### Work request
Could each entry be returned exactly as it appears?

::: Dataset records

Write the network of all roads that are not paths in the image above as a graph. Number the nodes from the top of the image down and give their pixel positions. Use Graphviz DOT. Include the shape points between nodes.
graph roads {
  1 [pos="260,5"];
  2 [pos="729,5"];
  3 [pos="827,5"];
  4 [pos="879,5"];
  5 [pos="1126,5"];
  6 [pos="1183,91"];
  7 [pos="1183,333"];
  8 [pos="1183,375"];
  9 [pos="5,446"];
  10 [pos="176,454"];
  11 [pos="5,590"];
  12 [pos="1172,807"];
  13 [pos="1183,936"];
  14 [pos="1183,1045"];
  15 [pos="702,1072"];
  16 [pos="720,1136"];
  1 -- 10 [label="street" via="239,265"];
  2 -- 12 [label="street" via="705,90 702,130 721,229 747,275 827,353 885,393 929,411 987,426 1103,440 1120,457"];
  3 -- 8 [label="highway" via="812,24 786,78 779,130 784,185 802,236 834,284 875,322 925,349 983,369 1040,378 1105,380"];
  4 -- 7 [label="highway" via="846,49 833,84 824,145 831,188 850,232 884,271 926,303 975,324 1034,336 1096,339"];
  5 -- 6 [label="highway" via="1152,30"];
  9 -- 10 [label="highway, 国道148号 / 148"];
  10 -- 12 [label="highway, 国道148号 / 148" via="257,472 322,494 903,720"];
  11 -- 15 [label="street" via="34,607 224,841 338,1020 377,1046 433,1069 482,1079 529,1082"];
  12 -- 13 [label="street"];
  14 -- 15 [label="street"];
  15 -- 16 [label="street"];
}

::::::

### Result for this exercise
Write the network of all roads that are not paths in the image above as a graph. Number the nodes from the top of the image down and give their pixel positions. Use Graphviz DOT. Include the shape points between nodes.
graph roads {
  1 [pos="260,5"];
  2 [pos="729,5"];
  3 [pos="827,5"];
  4 [pos="879,5"];
  5 [pos="1126,5"];
  6 [pos="1183,91"];
  7 [pos="1183,333"];
  8 [pos="1183,375"];
  9 [pos="5,446"];
  10 [pos="176,454"];
  11 [pos="5,590"];
  12 [pos="1172,807"];
  13 [pos="1183,936"];
  14 [pos="1183,1045"];
  15 [pos="702,1072"];
  16 [pos="720,1136"];
  1 -- 10 [label="street" via="239,265"];
  2 -- 12 [label="street" via="705,90 702,130 721,229 747,275 827,353 885,393 929,411 987,426 1103,440 1120,457"];
  3 -- 8 [label="highway" via="812,24 786,78 779,130 784,185 802,236 834,284 875,322 925,349 983,369 1040,378 1105,380"];
  4 -- 7 [label="highway" via="846,49 833,84 824,145 831,188 850,232 884,271 926,303 975,324 1034,336 1096,339"];
  5 -- 6 [label="highway" via="1152,30"];
  9 -- 10 [label="highway, 国道148号 / 148"];
  10 -- 12 [label="highway, 国道148号 / 148" via="257,472 322,494 903,720"];
  11 -- 15 [label="street" via="34,607 224,841 338,1020 377,1046 433,1069 482,1079 529,1082"];
  12 -- 13 [label="street"];
  14 -- 15 [label="street"];
  15 -- 16 [label="street"];
}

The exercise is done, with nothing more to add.